*** Opening Provided material ***

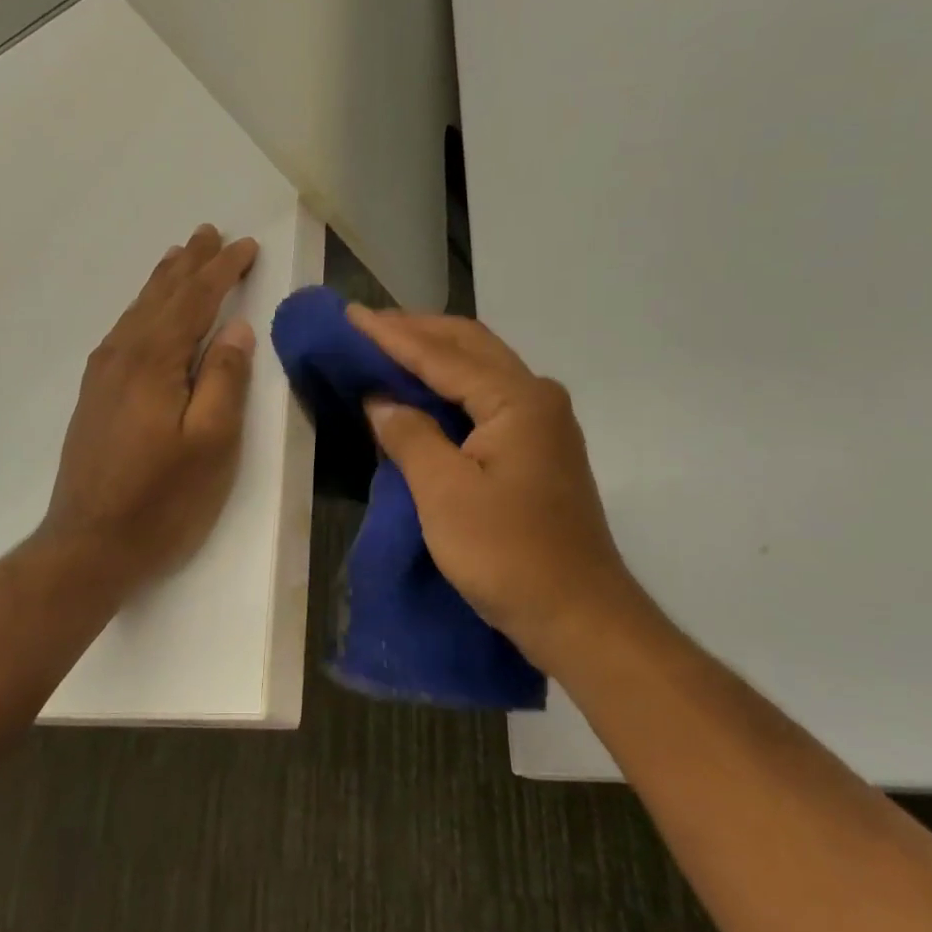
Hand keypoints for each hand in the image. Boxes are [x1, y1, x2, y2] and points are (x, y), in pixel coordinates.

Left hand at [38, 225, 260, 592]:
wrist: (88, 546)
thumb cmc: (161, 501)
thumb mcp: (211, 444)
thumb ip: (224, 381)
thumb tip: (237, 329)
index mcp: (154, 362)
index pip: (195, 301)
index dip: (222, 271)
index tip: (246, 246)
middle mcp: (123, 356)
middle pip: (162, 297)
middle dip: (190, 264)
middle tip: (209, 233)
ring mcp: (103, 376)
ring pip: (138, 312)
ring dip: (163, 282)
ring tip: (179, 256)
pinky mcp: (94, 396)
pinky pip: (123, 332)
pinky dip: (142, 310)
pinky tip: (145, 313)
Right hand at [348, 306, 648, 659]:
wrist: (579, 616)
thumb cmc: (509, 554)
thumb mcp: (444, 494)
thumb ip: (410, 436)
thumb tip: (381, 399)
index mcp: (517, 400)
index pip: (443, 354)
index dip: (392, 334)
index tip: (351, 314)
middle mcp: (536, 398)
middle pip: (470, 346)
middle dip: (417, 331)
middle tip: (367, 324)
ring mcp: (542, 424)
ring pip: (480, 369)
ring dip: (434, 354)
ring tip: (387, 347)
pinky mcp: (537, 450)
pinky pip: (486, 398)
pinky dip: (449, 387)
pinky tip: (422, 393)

*** Closing Provided material ***
*** Opening Provided material ***

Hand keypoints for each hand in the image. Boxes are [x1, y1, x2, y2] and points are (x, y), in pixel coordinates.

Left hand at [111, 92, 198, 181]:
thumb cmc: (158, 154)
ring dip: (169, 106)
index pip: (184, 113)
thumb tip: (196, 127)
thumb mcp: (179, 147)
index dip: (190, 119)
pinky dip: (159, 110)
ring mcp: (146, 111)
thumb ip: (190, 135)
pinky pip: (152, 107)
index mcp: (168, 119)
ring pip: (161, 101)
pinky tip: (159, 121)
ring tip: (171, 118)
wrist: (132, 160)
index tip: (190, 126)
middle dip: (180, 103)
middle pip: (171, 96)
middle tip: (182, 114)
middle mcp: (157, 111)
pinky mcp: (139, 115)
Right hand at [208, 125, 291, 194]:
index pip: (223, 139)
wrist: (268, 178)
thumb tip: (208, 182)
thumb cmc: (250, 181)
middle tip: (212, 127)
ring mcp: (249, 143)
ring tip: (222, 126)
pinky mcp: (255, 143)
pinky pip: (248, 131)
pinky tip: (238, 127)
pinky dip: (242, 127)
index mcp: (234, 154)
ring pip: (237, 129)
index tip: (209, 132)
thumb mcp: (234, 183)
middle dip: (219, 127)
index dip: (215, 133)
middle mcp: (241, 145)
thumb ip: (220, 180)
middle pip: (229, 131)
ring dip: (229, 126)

*** Closing Provided material ***

◆ Work request: Would you please write out, exactly and with no other lines, the stretch of the listing above from the line containing "ring mcp: (103, 376)" through the line containing "pinky mcp: (537, 450)"?

◆ Response box:
ring mcp: (103, 376)
ring pip: (138, 312)
ring dip: (163, 282)
ring tip: (179, 256)
pinky mcp: (94, 396)
pinky pip: (123, 332)
pinky dip: (142, 310)
pinky tip: (145, 313)
Right hand at [348, 306, 648, 659]:
wrist: (579, 616)
thumb cmc: (509, 554)
thumb mcp: (444, 494)
thumb ip: (410, 436)
thumb tip: (381, 399)
index mcp: (517, 400)
index pip: (443, 354)
index dip: (392, 334)
index tip: (351, 314)
middle mcp: (536, 398)
middle pip: (470, 346)
middle dip: (417, 331)
middle tip: (367, 324)
ring mcp: (542, 424)
ring pip: (480, 369)
ring dip: (434, 354)
ring tip: (387, 347)
pinky mcp: (537, 450)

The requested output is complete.